Quando se tem algo e se perde é angustiante, mas só quem perdeu o mesmo que eu saberia precisar o quanto. Perder a memória é a pior sensação do mundo, pois não se perde apenas as lembranças, se fosse isso tudo bem, mas a gente perde a nossa identidade, a nossa identidade, pois não vivemos da mesma forma em que estávamos no mundo, nossos gostos, nossos traços sociais todos se perdem, é realmente angustiante.
Eu ainda posso me considerar um cara de sorte pois perdi parte da memória, têm indivíduos que perdem toda a memória esses com certeza são mais fodidos do que eu.Eles acordam se olham no espelho e não se reconhecem, não têm como não ficar desesperado.
Comigo foi similar, mas eu já estava em processo de mudança aos quatorze anos, eu ainda mantive traços dos quais ao me olhar eu sabia que era eu, apesar de ter mudanças significativas, eu já não era obeso, estava mais forte, enfaixado por causa da cirurgia, ainda era eu, mas até pra mim foi assustador. Quando vi algumas tatuagens logo pensei na minha lista de como irritar meus pais, pelo menos naquele momento eu estava seguindo o que eu queria. Eu fiz essa lista quando tinha oito anos, é muito louco pensar no passado. Eu só tinha essas lembranças e de tanto pensar e tentar lembrar de algo eu relembrei muitos momentos dolorosos, não tive como evitar, não mais, apesar de sempre fazê-lo, sempre fugi das memorias que me causavam dor e sofrimento.

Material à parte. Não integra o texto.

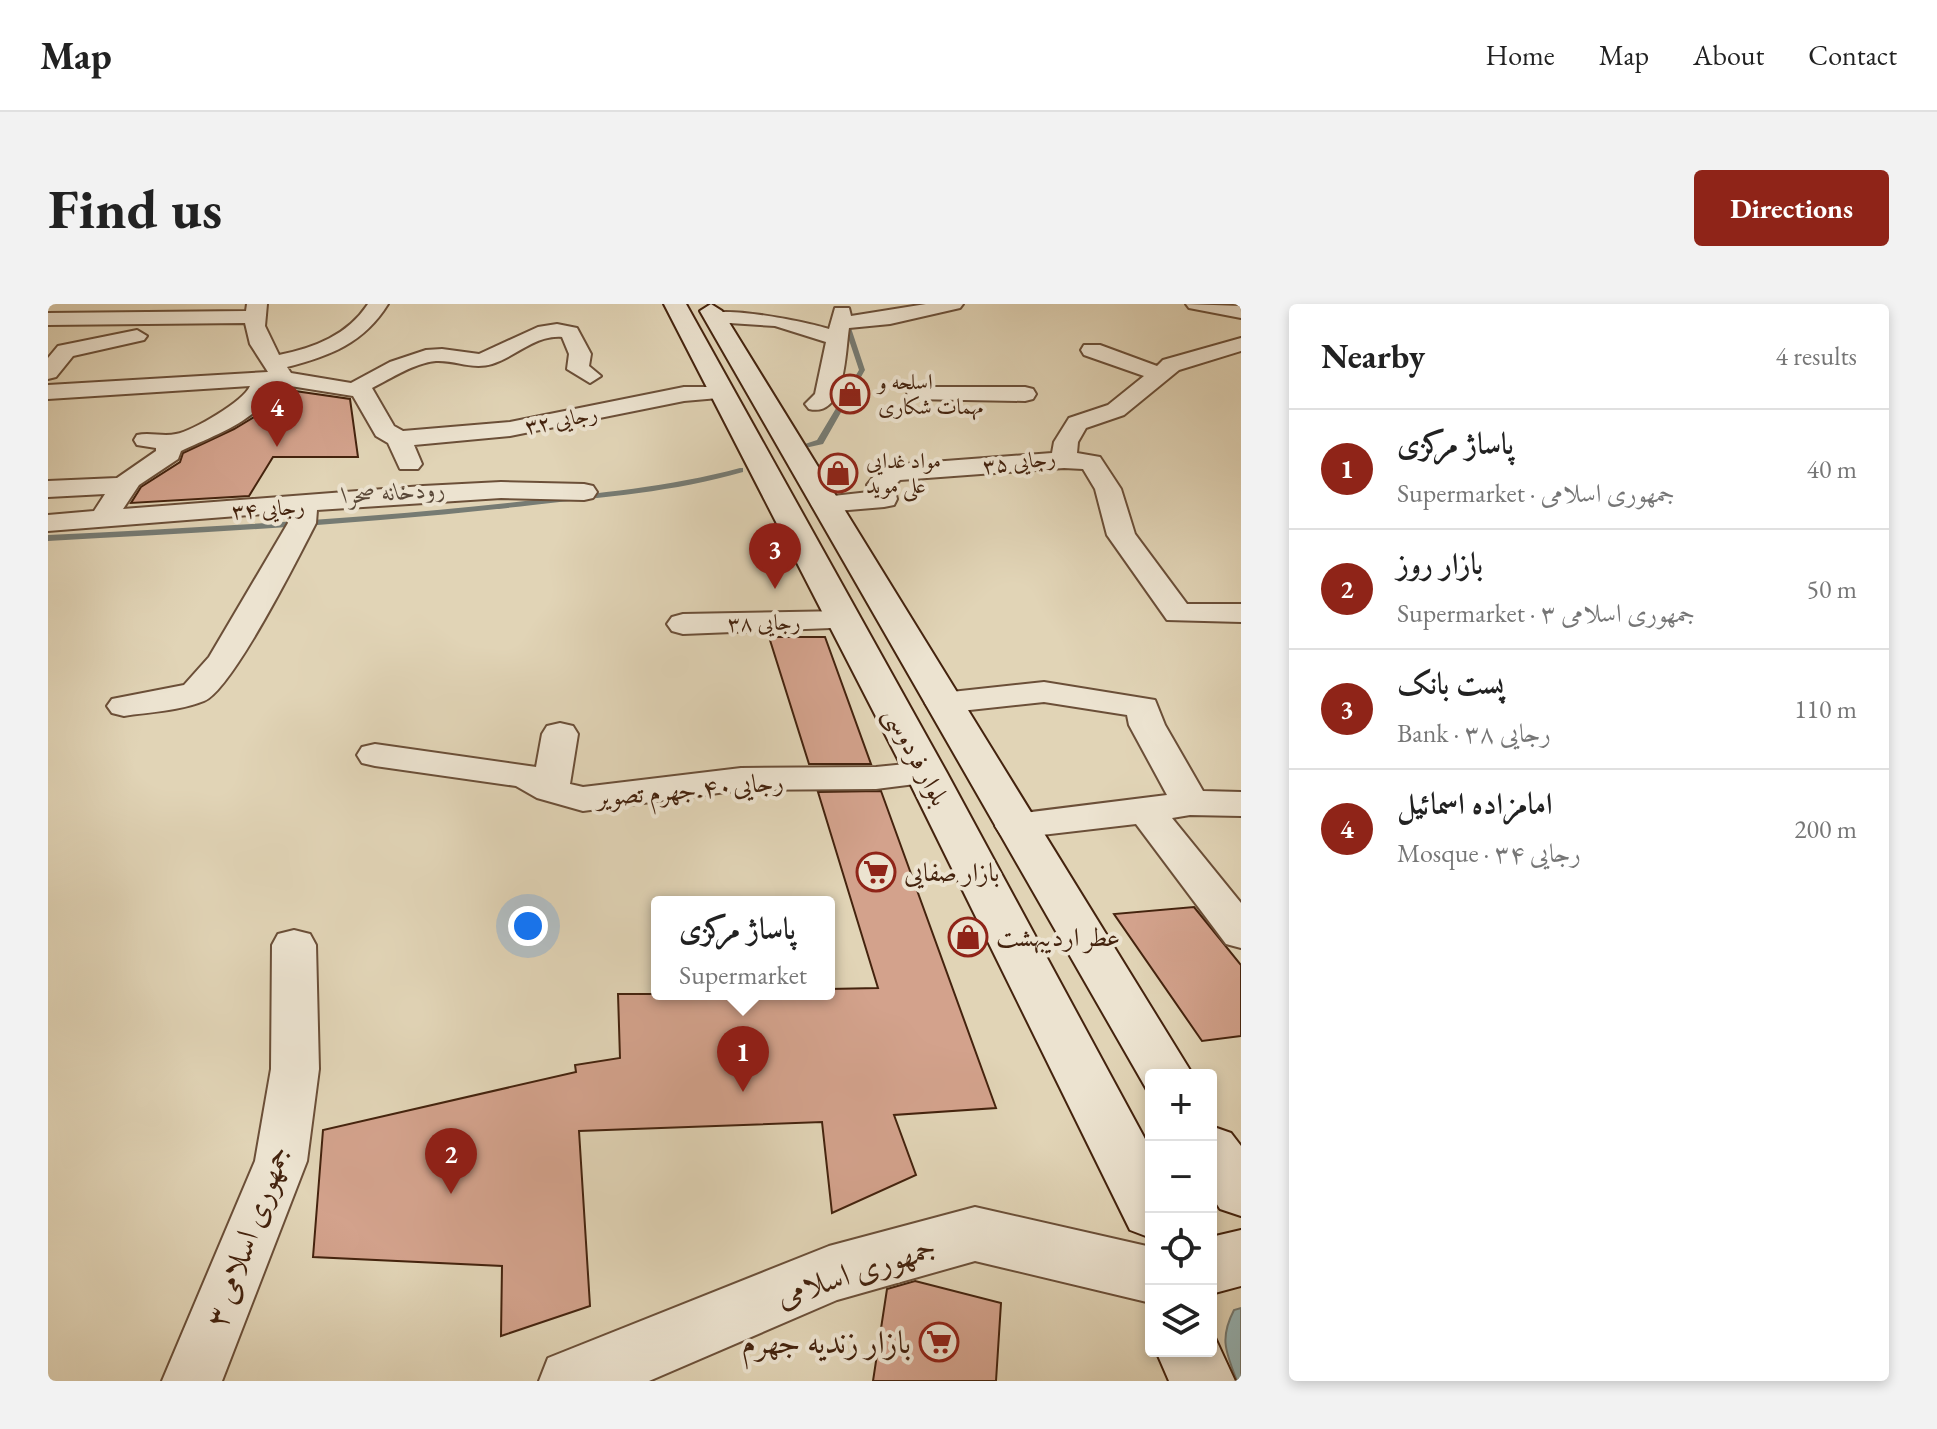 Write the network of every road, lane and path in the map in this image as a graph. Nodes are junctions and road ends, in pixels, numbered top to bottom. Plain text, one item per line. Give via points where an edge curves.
1 (378, 304) edge
2 (675, 304) edge
3 (953, 304) edge
4 (1204, 305) edge
5 (710, 310) edge
6 (255, 311) edge
7 (1241, 312) edge
8 (48, 319) edge
9 (163, 320) junction
10 (839, 322) edge
11 (1237, 348) edge
12 (1092, 350) dead end
13 (278, 370) junction
14 (48, 372) edge
15 (1159, 374) junction
16 (562, 376) dead end
17 (994, 377) dead end
18 (605, 382) junction
19 (361, 391) junction
20 (740, 391) junction
21 (48, 392) edge
22 (918, 394) dead end
23 (649, 401) junction
24 (1039, 402) junction
25 (817, 404) dead end
26 (1085, 420) junction
27 (399, 439) junction
28 (146, 440) dead end
29 (180, 442) junction
30 (1064, 460) junction
31 (126, 485) junction
32 (48, 489) edge
33 (584, 492) dead end
34 (423, 494) junction
35 (825, 504) junction
36 (303, 512) junction
37 (109, 519) junction
38 (48, 523) edge
39 (1241, 613) edge
40 (845, 620) junction
41 (683, 624) dead end
42 (942, 703) junction
43 (124, 706) dead end
44 (560, 734) dead end
45 (375, 755) dead end
46 (926, 773) junction
47 (550, 790) junction
48 (1190, 803) junction
49 (1241, 804) edge
50 (1146, 811) junction
51 (1015, 826) junction
52 (1241, 933) edge
53 (294, 945) dead end
54 (1162, 1069) edge
55 (1217, 1158) edge
56 (1241, 1191) edge
57 (1145, 1199) edge
58 (1241, 1258) edge
59 (1217, 1263) edge
60 (1145, 1274) edge
61 (1192, 1357) edge
62 (192, 1381) edge
63 (572, 1381) edge
64 (1202, 1381) edge

1 - 13 street via 340,343
2 - 20 main road, بلوار فردوسی
3 - 10 street via 890,318
4 - 7 street
5 - 10 street
5 - 20 main road, بلوار فردوسی
6 - 9 street
6 - 13 street via 257,340
8 - 9 street
9 - 14 street via 143,334 66,351
10 - 25 street via 826,397
11 - 15 street via 1171,365
12 - 15 street
13 - 19 street
13 - 21 street via 136,390
13 - 29 street via 242,410
15 - 26 street via 1116,410
16 - 18 street
17 - 24 street
18 - 19 street via 578,369 580,354 570,332 553,321 479,360 422,357 361,385
18 - 23 street
19 - 27 street via 385,431
20 - 23 street, رجایی ۳۲
20 - 35 main road, بلوار فردوسی
20 - 40 main road, بلوار فردوسی
22 - 24 street
23 - 27 street, رجایی ۳۲ via 510,429
24 - 26 street
26 - 30 street, رجایی ۳۵ via 1077,423 1066,442
27 - 34 street
28 - 29 street
29 - 31 street
30 - 35 street, رجایی ۳۵ via 892,473 880,485 884,499
30 - 39 street via 1091,462 1108,489 1121,535 1178,613
31 - 32 street
31 - 37 street via 107,512
33 - 34 street, رجایی ۳۴
34 - 36 street, رجایی ۳۴
35 - 42 main road, بلوار فردوسی
36 - 37 street, رجایی ۳۴
36 - 43 street via 222,662 195,693
37 - 38 street, رجایی ۳۴
40 - 41 street, رجایی ۳۸
40 - 46 main road, بلوار فردوسی
42 - 48 street via 1044,692 1143,707 1147,725
42 - 51 main road, بلوار فردوسی
44 - 47 street
45 - 47 street, رجایی۴۰.جهرم تصویر via 526,776
46 - 47 street, رجایی۴۰.جهرم تصویر via 741,779 583,799
46 - 57 main road, بلوار فردوسی
48 - 49 street
48 - 50 street
50 - 51 street
50 - 52 street
51 - 54 main road, بلوار فردوسی
53 - 62 street, جمهوری اسلامی ۳ via 295,1069 281,1161
55 - 56 main road
58 - 59 main road
60 - 63 main road, جمهوری اسلامی via 975,1234 829,1274
61 - 64 main road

Acordei apenas uma vez ao longo da noite, é engraçado porque acabei me adaptando a dormir pouco. Passei muito tempo atormentado com o fato de não me lembrar de nada, se eu soubesse que só por estar perto do Jae a minha memória iria começar a retornar eu não teria ido para longe.

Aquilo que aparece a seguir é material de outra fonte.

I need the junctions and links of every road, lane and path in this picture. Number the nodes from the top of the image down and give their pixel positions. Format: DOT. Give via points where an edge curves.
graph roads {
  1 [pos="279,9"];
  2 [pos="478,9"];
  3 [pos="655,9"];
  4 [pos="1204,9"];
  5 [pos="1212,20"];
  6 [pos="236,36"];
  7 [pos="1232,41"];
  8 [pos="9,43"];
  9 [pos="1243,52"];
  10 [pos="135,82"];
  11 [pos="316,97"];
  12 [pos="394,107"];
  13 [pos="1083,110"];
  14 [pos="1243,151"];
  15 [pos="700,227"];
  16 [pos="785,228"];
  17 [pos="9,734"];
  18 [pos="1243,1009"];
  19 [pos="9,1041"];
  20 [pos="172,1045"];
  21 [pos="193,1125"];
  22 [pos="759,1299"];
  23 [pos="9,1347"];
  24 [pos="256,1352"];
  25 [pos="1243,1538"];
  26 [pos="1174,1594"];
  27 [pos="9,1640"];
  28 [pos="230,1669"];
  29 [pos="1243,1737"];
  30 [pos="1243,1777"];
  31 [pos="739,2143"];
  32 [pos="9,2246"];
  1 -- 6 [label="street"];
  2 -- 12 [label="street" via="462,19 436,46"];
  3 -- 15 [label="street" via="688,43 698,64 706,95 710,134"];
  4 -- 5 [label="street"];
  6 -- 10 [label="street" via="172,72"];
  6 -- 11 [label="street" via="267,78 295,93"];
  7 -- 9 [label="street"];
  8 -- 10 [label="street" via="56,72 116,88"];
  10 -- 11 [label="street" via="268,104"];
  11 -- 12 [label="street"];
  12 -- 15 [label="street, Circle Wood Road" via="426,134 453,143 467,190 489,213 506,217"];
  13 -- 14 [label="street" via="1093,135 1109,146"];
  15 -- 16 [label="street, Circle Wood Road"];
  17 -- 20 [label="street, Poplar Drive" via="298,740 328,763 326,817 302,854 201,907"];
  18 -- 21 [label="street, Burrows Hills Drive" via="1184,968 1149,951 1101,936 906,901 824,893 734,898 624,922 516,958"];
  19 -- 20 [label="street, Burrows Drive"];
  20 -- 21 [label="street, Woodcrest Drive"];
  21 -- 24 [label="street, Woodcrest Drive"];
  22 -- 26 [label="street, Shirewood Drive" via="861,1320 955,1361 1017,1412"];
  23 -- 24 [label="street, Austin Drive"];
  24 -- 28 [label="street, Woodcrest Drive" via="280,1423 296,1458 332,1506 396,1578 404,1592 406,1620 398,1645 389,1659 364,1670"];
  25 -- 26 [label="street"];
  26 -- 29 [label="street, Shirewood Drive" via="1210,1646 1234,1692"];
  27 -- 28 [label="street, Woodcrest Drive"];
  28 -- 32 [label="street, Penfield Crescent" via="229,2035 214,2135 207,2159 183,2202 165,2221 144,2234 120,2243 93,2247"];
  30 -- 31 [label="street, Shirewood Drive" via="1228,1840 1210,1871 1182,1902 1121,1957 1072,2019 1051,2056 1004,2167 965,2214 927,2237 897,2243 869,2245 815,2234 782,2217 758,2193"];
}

A verdade é que só fui para a Inglaterra para ficar livre dela, não conseguiria conviver e digerir uma afetividade da qual não lembro de quando foi construída, eu sabia que se eu fosse para outro país ela não iria, ela nunca iria deixar a vida de lado para tratar de alguém, ela nunca iria se sacrificar pelo meu bem estar.

A minha mãe foi a pessoa que eu mais amei e a que mais me machucou, me lembro do tempo em que eu era pequeno, me lembro de rirmos, dela estar comigo, de ficarmos na piscina, de correr na praia, era uma época muito simples, tudo era acolhedor, seu olhar, seu abraço e o seu colo, corria ao encontro deles, a sra Kim era uma pessoa totalmente diferente do que se tornou.
Mas a medida em que o tempo passava as coisas foram mudando pouco a pouco, ela foi retornando ao seu trabalho, retornando para profissão na qual ela amava demais.
Aí vieram as pesquisas, simpósios, congressos, o doutorado, especializações, e com isso o seu interesse por mim foi acabando, a sua presença foi diminuindo dia a dia assim como a sua paciência, estar comigo era visualmente desconfortável, ela não conseguia evitar, até seu sorriso mudou, seu olhar por mim era de desinteresse, de frustração, ela passava a mensagem de que estava perdendo tempo apenas em seu olhar vago.
A verdade é que ela tentou, simples assim, ela tentou ser mãe, se dedicou em um curto espaço de tempo mas não conseguiu, ela foi se dando conta de que não era isso que ela queria, que a maternidade foi um erro, e algumas vezes ao longo dos anos em meio a discussões com o meu pai eu a ouvia falar sobre isso.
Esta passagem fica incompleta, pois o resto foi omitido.